§ **Stored data entries**

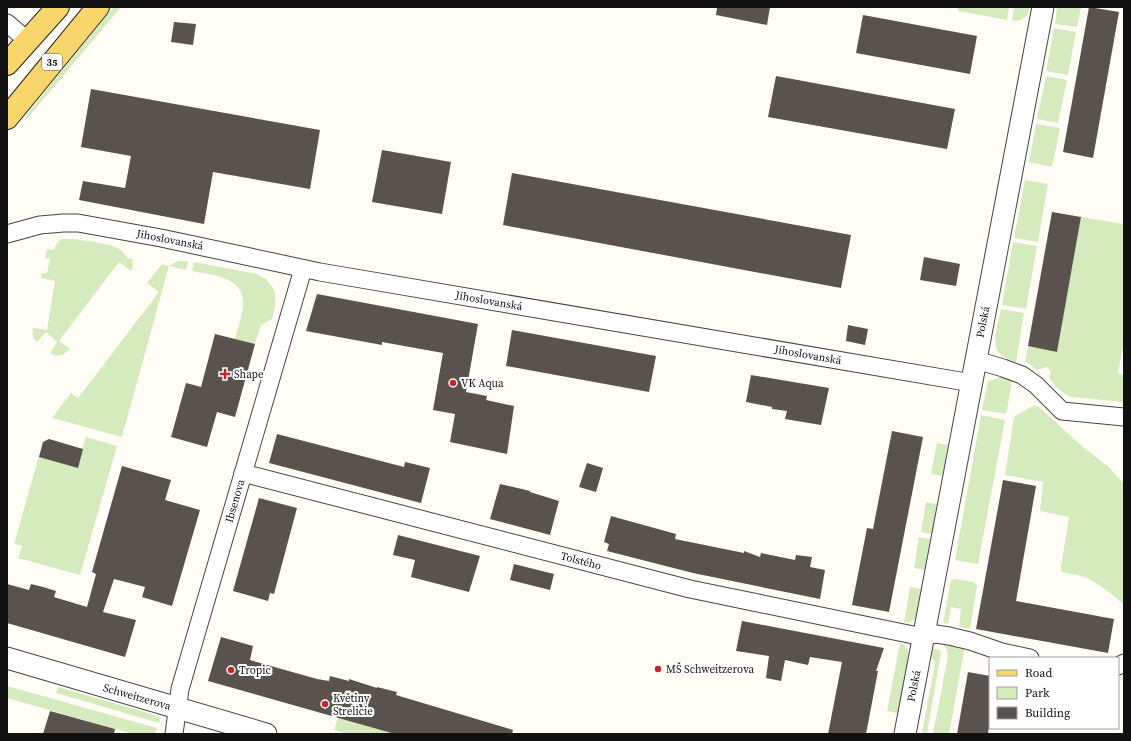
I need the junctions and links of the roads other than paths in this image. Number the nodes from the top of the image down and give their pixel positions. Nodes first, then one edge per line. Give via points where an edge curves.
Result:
1 (58, 7) edge
2 (98, 7) edge
3 (1043, 7) edge
4 (7, 23) edge
5 (28, 41) junction
6 (7, 64) edge
7 (7, 118) edge
8 (7, 234) edge
9 (303, 269) junction
10 (976, 360) junction
11 (972, 383) junction
12 (1124, 416) edge
13 (243, 473) junction
14 (923, 637) junction
15 (1025, 657) edge
16 (7, 658) edge
17 (177, 708) junction
18 (174, 734) edge
19 (266, 734) edge
20 (905, 734) edge

1 - 5 main road
2 - 7 main road, 35
3 - 10 street, Polská
4 - 5 street
5 - 6 main road
8 - 9 street, Jihoslovanská via 43,224 78,223
9 - 11 street, Jihoslovanská
9 - 13 street, Ibsenova
10 - 11 street, Polská
10 - 12 street via 1022,375 1062,411
11 - 14 street, Polská
13 - 14 street, Tolstého via 690,589
13 - 17 street, Ibsenova via 180,689
14 - 15 street via 936,634 970,640 1002,652
14 - 20 street, Polská
16 - 17 street, Schweitzerova
17 - 18 street, Ibsenova
17 - 19 street, Schweitzerova

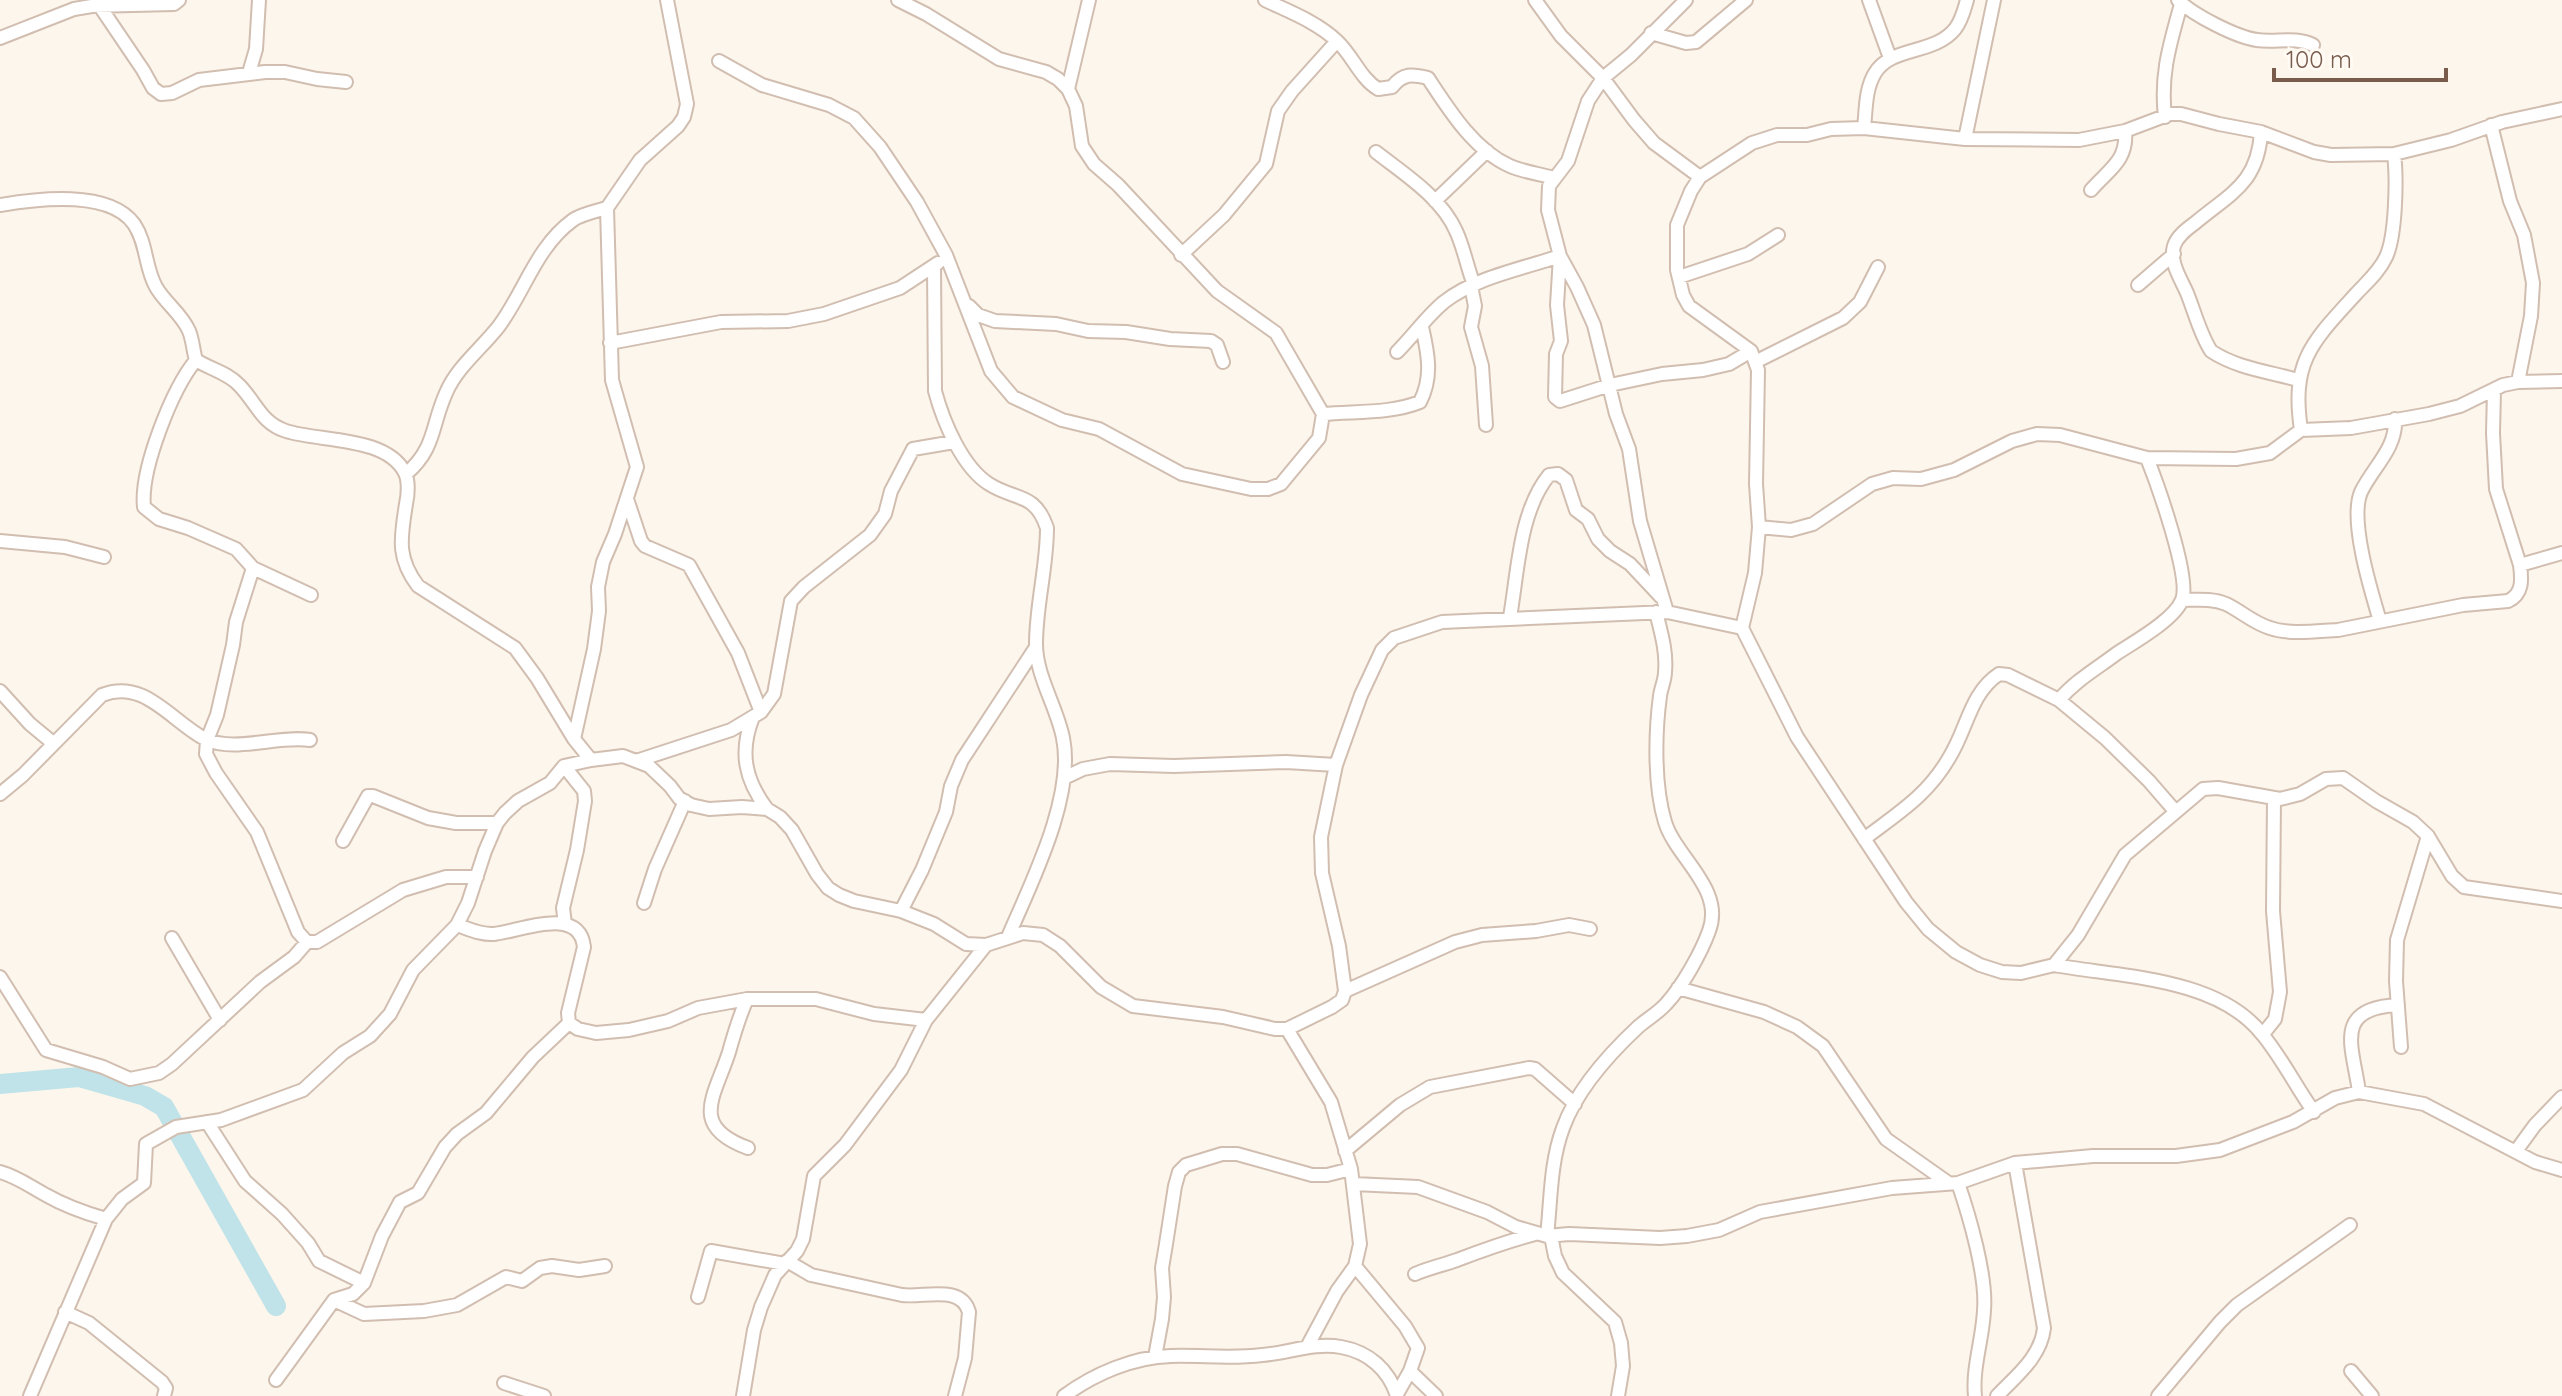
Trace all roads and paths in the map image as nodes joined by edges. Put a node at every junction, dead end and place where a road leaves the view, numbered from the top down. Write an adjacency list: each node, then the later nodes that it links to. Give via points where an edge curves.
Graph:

§ **WHAT THE TASK ASKS**
Go through the data and return every word of it verbatim, leaving out the pictures.

§ **EXERCISE OUTPUT**
I need the junctions and links of the roads other than paths in this image. Number the nodes from the top of the image down and give their pixel positions. Nodes first, then one edge per line. Give via points where an edge curves.
Result:
1 (58, 7) edge
2 (98, 7) edge
3 (1043, 7) edge
4 (7, 23) edge
5 (28, 41) junction
6 (7, 64) edge
7 (7, 118) edge
8 (7, 234) edge
9 (303, 269) junction
10 (976, 360) junction
11 (972, 383) junction
12 (1124, 416) edge
13 (243, 473) junction
14 (923, 637) junction
15 (1025, 657) edge
16 (7, 658) edge
17 (177, 708) junction
18 (174, 734) edge
19 (266, 734) edge
20 (905, 734) edge

1 - 5 main road
2 - 7 main road, 35
3 - 10 street, Polská
4 - 5 street
5 - 6 main road
8 - 9 street, Jihoslovanská via 43,224 78,223
9 - 11 street, Jihoslovanská
9 - 13 street, Ibsenova
10 - 11 street, Polská
10 - 12 street via 1022,375 1062,411
11 - 14 street, Polská
13 - 14 street, Tolstého via 690,589
13 - 17 street, Ibsenova via 180,689
14 - 15 street via 936,634 970,640 1002,652
14 - 20 street, Polská
16 - 17 street, Schweitzerova
17 - 18 street, Ibsenova
17 - 19 street, Schweitzerova

Trace all roads and paths in the map image as nodes joined by edges. Put a node at every junction, dead end and place where a road leaves the view, numbered from the top down. Write an adjacency list: each node, then the later nodes that it links to. Give via points where an edge curves.
Graph:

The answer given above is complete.